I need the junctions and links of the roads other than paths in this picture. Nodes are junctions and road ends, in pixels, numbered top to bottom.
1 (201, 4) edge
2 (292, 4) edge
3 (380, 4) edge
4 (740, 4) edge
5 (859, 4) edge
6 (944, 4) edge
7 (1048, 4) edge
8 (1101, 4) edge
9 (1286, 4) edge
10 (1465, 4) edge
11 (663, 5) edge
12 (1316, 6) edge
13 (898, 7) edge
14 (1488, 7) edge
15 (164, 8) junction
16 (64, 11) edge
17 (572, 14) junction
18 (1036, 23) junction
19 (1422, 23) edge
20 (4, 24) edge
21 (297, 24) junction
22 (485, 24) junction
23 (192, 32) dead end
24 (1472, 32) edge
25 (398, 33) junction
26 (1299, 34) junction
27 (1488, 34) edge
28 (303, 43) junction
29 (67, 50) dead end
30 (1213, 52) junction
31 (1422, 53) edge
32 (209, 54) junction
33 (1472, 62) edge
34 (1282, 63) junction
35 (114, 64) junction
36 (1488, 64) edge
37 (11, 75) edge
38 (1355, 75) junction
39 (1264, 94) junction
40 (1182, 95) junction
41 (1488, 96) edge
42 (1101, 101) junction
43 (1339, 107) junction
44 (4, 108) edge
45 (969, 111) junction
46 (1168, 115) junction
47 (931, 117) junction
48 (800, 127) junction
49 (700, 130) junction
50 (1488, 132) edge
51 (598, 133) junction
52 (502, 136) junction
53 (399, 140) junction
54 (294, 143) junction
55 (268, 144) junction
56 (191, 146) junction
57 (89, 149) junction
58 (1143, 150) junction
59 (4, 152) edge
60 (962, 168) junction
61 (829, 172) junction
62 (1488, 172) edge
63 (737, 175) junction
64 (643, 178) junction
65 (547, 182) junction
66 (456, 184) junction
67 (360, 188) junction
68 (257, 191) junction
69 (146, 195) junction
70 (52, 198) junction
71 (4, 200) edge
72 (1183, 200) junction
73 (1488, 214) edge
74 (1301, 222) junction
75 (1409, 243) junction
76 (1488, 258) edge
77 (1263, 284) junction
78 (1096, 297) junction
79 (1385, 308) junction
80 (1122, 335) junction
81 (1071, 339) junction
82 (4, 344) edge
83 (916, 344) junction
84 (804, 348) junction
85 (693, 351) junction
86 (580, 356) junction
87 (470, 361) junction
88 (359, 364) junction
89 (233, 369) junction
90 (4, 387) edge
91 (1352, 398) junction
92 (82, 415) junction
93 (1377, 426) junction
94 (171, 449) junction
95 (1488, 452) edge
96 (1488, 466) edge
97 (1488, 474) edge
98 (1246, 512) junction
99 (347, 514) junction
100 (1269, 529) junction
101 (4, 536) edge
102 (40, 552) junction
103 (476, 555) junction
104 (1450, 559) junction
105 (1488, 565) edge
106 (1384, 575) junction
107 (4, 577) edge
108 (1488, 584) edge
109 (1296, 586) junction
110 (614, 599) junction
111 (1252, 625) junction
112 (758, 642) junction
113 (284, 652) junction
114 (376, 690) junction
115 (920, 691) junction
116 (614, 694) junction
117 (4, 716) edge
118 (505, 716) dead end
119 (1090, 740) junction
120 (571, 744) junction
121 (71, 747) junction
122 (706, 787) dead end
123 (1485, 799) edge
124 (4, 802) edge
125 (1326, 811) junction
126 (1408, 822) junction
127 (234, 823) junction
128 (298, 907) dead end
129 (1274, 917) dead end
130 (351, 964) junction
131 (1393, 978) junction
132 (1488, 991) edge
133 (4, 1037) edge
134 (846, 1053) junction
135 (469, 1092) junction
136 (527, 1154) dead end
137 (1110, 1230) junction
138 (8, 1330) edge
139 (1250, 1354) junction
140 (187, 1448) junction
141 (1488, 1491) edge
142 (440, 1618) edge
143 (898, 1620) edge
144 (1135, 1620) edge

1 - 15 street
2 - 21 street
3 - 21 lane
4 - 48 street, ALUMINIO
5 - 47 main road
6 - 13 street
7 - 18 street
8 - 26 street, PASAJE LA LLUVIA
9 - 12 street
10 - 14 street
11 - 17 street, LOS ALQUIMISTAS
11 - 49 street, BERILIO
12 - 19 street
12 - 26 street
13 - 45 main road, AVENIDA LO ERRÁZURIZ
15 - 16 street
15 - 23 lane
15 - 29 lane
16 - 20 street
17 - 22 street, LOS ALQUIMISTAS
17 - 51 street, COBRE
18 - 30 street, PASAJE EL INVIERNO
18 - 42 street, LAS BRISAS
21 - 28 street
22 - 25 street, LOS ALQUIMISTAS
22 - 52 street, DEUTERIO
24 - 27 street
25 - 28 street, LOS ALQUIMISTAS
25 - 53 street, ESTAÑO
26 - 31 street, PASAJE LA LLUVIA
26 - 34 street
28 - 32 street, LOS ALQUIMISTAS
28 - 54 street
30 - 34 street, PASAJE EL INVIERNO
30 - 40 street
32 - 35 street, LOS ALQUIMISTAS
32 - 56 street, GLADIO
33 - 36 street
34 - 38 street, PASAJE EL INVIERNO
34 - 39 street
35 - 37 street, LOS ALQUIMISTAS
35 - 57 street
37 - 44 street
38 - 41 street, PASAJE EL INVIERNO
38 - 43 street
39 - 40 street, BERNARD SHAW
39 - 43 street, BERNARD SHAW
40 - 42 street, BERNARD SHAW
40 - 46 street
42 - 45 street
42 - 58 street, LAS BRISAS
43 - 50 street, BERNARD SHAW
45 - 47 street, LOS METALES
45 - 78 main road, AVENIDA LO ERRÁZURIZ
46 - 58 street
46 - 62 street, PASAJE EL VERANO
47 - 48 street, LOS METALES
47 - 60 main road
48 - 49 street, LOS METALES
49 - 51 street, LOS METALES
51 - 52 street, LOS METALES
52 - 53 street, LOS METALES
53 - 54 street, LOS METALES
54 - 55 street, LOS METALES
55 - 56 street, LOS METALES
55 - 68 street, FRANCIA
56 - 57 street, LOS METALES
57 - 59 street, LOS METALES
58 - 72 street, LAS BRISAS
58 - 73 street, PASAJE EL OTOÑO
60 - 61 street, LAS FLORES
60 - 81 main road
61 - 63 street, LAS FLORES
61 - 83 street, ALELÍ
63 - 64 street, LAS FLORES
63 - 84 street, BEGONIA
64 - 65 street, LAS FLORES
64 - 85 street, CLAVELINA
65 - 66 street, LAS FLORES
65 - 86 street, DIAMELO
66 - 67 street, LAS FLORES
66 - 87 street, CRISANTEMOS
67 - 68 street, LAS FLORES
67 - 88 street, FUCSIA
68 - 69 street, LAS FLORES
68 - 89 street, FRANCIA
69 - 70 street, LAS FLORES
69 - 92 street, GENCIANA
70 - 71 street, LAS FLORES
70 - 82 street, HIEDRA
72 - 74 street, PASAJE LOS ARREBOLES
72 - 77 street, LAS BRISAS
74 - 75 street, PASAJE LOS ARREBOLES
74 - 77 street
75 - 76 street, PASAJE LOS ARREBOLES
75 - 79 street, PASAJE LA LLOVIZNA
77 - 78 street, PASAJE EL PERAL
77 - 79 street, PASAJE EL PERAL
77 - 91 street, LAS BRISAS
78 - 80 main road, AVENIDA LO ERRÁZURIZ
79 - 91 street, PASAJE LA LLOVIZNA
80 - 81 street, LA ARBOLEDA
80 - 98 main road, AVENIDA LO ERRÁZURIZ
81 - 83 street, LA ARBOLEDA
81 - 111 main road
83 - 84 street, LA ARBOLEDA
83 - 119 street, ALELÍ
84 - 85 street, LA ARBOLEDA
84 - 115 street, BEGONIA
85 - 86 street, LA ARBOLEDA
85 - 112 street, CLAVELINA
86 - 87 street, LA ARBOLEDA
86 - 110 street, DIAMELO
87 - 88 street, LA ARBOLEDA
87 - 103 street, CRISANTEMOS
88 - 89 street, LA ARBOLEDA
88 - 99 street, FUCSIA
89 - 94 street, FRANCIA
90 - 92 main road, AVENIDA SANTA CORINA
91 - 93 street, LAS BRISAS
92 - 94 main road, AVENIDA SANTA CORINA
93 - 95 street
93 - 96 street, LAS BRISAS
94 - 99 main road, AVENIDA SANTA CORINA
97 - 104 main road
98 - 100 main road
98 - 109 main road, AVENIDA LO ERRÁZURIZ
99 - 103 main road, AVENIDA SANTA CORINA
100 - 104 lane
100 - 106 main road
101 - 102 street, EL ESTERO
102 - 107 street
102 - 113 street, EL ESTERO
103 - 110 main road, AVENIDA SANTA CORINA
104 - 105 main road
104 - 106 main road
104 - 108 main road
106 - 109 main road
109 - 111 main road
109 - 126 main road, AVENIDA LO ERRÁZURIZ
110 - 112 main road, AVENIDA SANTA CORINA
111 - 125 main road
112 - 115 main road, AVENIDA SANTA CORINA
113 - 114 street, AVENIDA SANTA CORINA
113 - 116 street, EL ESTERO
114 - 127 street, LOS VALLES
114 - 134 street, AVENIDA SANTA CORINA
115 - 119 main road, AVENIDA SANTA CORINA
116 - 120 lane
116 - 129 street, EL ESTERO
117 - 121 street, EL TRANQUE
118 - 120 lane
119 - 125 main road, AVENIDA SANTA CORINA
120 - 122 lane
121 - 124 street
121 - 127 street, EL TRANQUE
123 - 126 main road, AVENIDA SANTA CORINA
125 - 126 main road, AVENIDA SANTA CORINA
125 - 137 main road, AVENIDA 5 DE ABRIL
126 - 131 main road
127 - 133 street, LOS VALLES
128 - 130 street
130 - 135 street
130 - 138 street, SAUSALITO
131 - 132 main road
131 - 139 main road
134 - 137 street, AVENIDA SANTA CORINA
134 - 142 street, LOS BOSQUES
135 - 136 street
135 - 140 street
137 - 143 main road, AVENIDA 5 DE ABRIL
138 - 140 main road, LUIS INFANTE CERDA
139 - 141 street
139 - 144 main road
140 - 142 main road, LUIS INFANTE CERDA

******

Exercise details: State how many lines in the entries hold "PERAL". Nothing should come before or after the number.

Answer area: 2